Barundandi’s wife asked Shiki, “You play the flute?”
“Yes, ma’am. But not very well.”
“I was quite a skilled player when I was a girl…” She noticed her husband peeking in for the second time this morning and began to suspect he was interested in more than just the progress of the day’s work. “Subredil, I don’t think it’s wise for you to bring your daughter here.” And a moment later, she growled, “I’ll be back in a minute. I have to talk to that man. I have to straighten him out.”
The moment she stepped out, Minh Subredil moved with startling rapidity. She vanished into the Radisha’s Anger Chamber. I had to admire her. Her mind never seemed clearer than when she was in a dangerous position. I suspected she actually enjoyed her role as a Palace menial. And the more dangerous the times, the more effective she seemed.
Despite a massive workload and Narita’s frequent trips away to sabotage her husband’s efforts to weasel in close to Shikhandini, or to draft Shiki into a different working group, in mid-afternoon we left the Radisha’s personal suite for the gloomy chambers where the Privy Council assembled. There was a rumor that the Bhodi disciples were about to send another suicidal goof to the gateway. The Radisha wanted to forestall that somehow.
We were supposed to get the place ready for a Council session.

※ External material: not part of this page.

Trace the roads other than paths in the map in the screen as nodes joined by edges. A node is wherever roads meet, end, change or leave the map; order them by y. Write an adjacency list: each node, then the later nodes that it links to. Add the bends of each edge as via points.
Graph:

The Bhodi rumor had had its birth in the mind of Ky Sahra. It was supposed to be the device by which we could bring Shikhandini face-to-face with Chandra Gokhale.

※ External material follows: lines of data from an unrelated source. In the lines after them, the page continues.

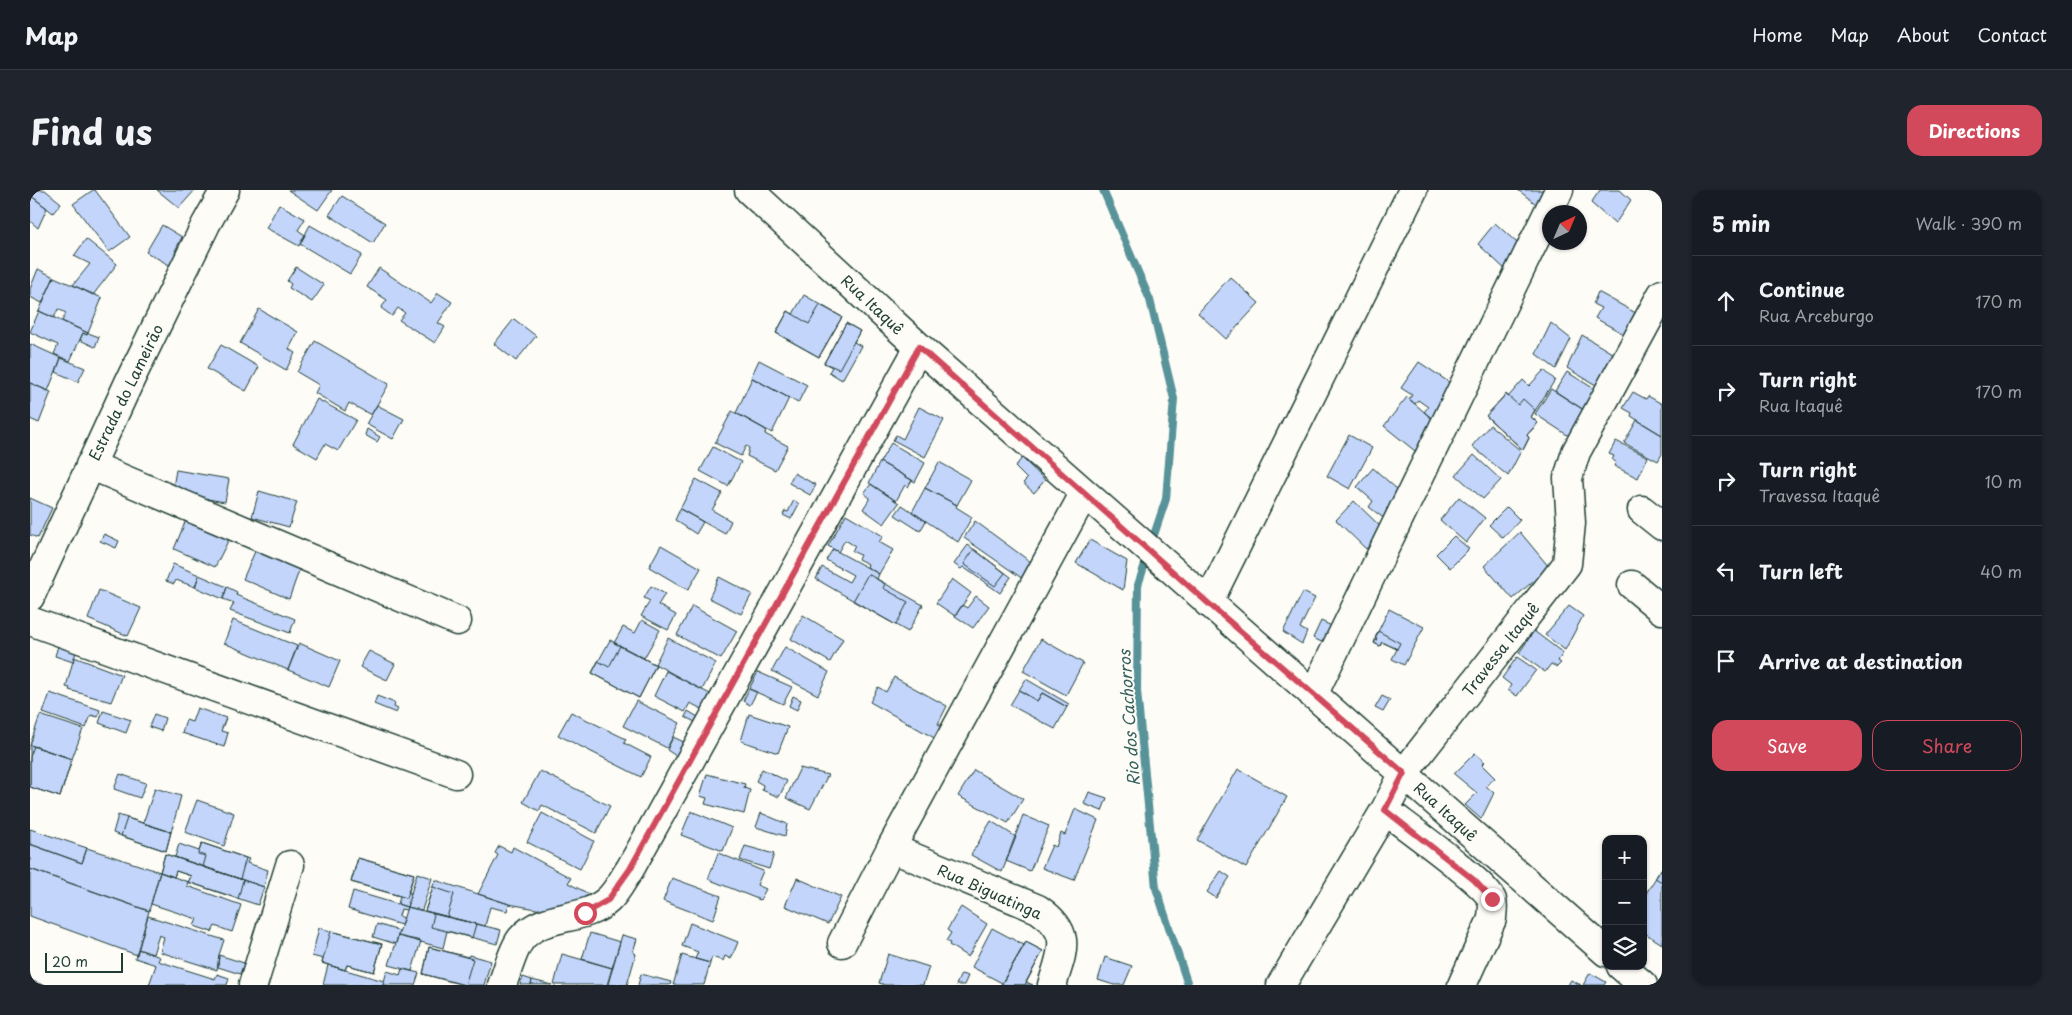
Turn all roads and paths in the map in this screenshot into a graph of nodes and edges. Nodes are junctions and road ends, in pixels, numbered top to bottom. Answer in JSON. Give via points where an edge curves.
{"nodes":[{"id":1,"x":225,"y":190,"type":"edge"},
{"id":2,"x":1413,"y":190,"type":"edge"},
{"id":3,"x":1559,"y":190,"type":"edge"},
{"id":4,"x":756,"y":192,"type":"edge"},
{"id":5,"x":1662,"y":294,"type":"edge"},
{"id":6,"x":919,"y":347,"type":"junction"},
{"id":7,"x":90,"y":465,"type":"junction"},
{"id":8,"x":1084,"y":494,"type":"junction"},
{"id":9,"x":1632,"y":585,"type":"dead end"},
{"id":10,"x":30,"y":597,"type":"edge"},
{"id":11,"x":1208,"y":603,"type":"junction"},
{"id":12,"x":1662,"y":610,"type":"edge"},
{"id":13,"x":30,"y":621,"type":"edge"},
{"id":14,"x":457,"y":621,"type":"dead end"},
{"id":15,"x":1313,"y":695,"type":"junction"},
{"id":16,"x":1404,"y":773,"type":"junction"},
{"id":17,"x":456,"y":774,"type":"dead end"},
{"id":18,"x":1385,"y":810,"type":"junction"},
{"id":19,"x":891,"y":848,"type":"junction"},
{"id":20,"x":290,"y":865,"type":"dead end"},
{"id":21,"x":842,"y":943,"type":"dead end"},
{"id":22,"x":1602,"y":948,"type":"edge"},
{"id":23,"x":1625,"y":970,"type":"edge"},
{"id":24,"x":254,"y":985,"type":"edge"},
{"id":25,"x":502,"y":985,"type":"edge"},
{"id":26,"x":1052,"y":985,"type":"edge"},
{"id":27,"x":1281,"y":985,"type":"edge"},
{"id":28,"x":1462,"y":985,"type":"edge"},
{"id":29,"x":1642,"y":985,"type":"edge"}],
"edges":[{"from":1,"to":7,"type":"street","name":"Estrada do Lameirão"},
{"from":2,"to":11,"type":"street"},
{"from":3,"to":15,"type":"street"},
{"from":4,"to":6,"type":"street","name":"Rua Itaquê"},
{"from":5,"to":16,"type":"street","name":"Travessa Itaquê","via":[[1576,452],[1568,478],[1571,523],[1567,564]]},
{"from":6,"to":8,"type":"street","name":"Rua Itaquê"},
{"from":6,"to":25,"type":"street","via":[[630,869],[608,900],[585,913],[544,923],[520,940]]},
{"from":7,"to":10,"type":"street","name":"Estrada do Lameirão"},
{"from":7,"to":14,"type":"street"},
{"from":8,"to":11,"type":"street","name":"Rua Itaquê"},
{"from":8,"to":19,"type":"street"},
{"from":9,"to":12,"type":"street"},
{"from":11,"to":15,"type":"street","name":"Rua Itaquê"},
{"from":13,"to":17,"type":"street"},
{"from":15,"to":16,"type":"street","name":"Rua Itaquê"},
{"from":16,"to":18,"type":"street","name":"Travessa Itaquê"},
{"from":16,"to":22,"type":"street","name":"Rua Itaquê"},
{"from":18,"to":27,"type":"street","name":"Travessa Itaquê"},
{"from":18,"to":28,"type":"street","via":[[1474,880],[1492,899],[1492,919]]},
{"from":19,"to":21,"type":"street"},
{"from":19,"to":26,"type":"street","name":"Rua Biguatinga","via":[[1048,916],[1062,935],[1063,949]]},
{"from":20,"to":24,"type":"street"},
{"from":23,"to":29,"type":"street"}]}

We had almost two hours before the staffers appeared, the quiet little men who wrote everything down. Then the Purohita arrived, accompanied by the ecclesiastical members of the Privy Council. The Purohita did not deign to note our existence even though Shiki mistook him for Gokhale and batted her eyes till Subredil signed her off. I could hear the excuse that would come later: All old men looked alike.
Neither Arjuna Drupada nor Chandra Gokhale considered themselves old.
We continued our work, ignored. The folk of the Palace, particularly the inner circle, were lucky we had other things we wanted to do with our lives. Had we not cared about our own survival, we could have slaughtered scores of them. But getting rid of the Purohita would not mean much in the grand scheme. The senior priests would replace him with another old man just as nasty and narrow of mind before Drupada’s bones got cold.
Chandra Gokhale came in and he did not overlook the help. Sahra must have gleaned a few suggestions from Willow Swan about what the old pervert liked, because he stopped dead, staring at Shikhandini like somebody had clubbed him between the eyes. Shiki had the role down perfectly. She was a shy virgin and a flirt at the same time, as though her maidenly heart had been smitten instantly. God apparently fashioned men so that they would swallow that sort of bait nine times out of ten.
Barundandi’s timing was good. He came to move us out of the meeting chamber just as the Protector swooped in like some dark, angry eagle. Gokhale watched our departure with moon eyes. Before we completed our evacuation, he was whispering to one of his scribes.
Jaul Barundandi, unfortunately, had a sharp eye for some things. “Minh Subredil, I believe your daughter has charmed the Inspector-General of the Records.”
Subredil appeared surprised. “Sir? No. That can’t be. I won’t let my child stumble into the trap that destroyed my mother and condemned me to this cruel life.”
Sawa caught Subredil’s arm. Apparently she had become frightened by that intense outburst, but in reality she squeezed, warning Subredil not to say anything that Barundandi might remember if Chandra Gokhale disappeared.
We might want to consider a change of plan. We did not want anyone to have any reason to connect anything outside with any of us.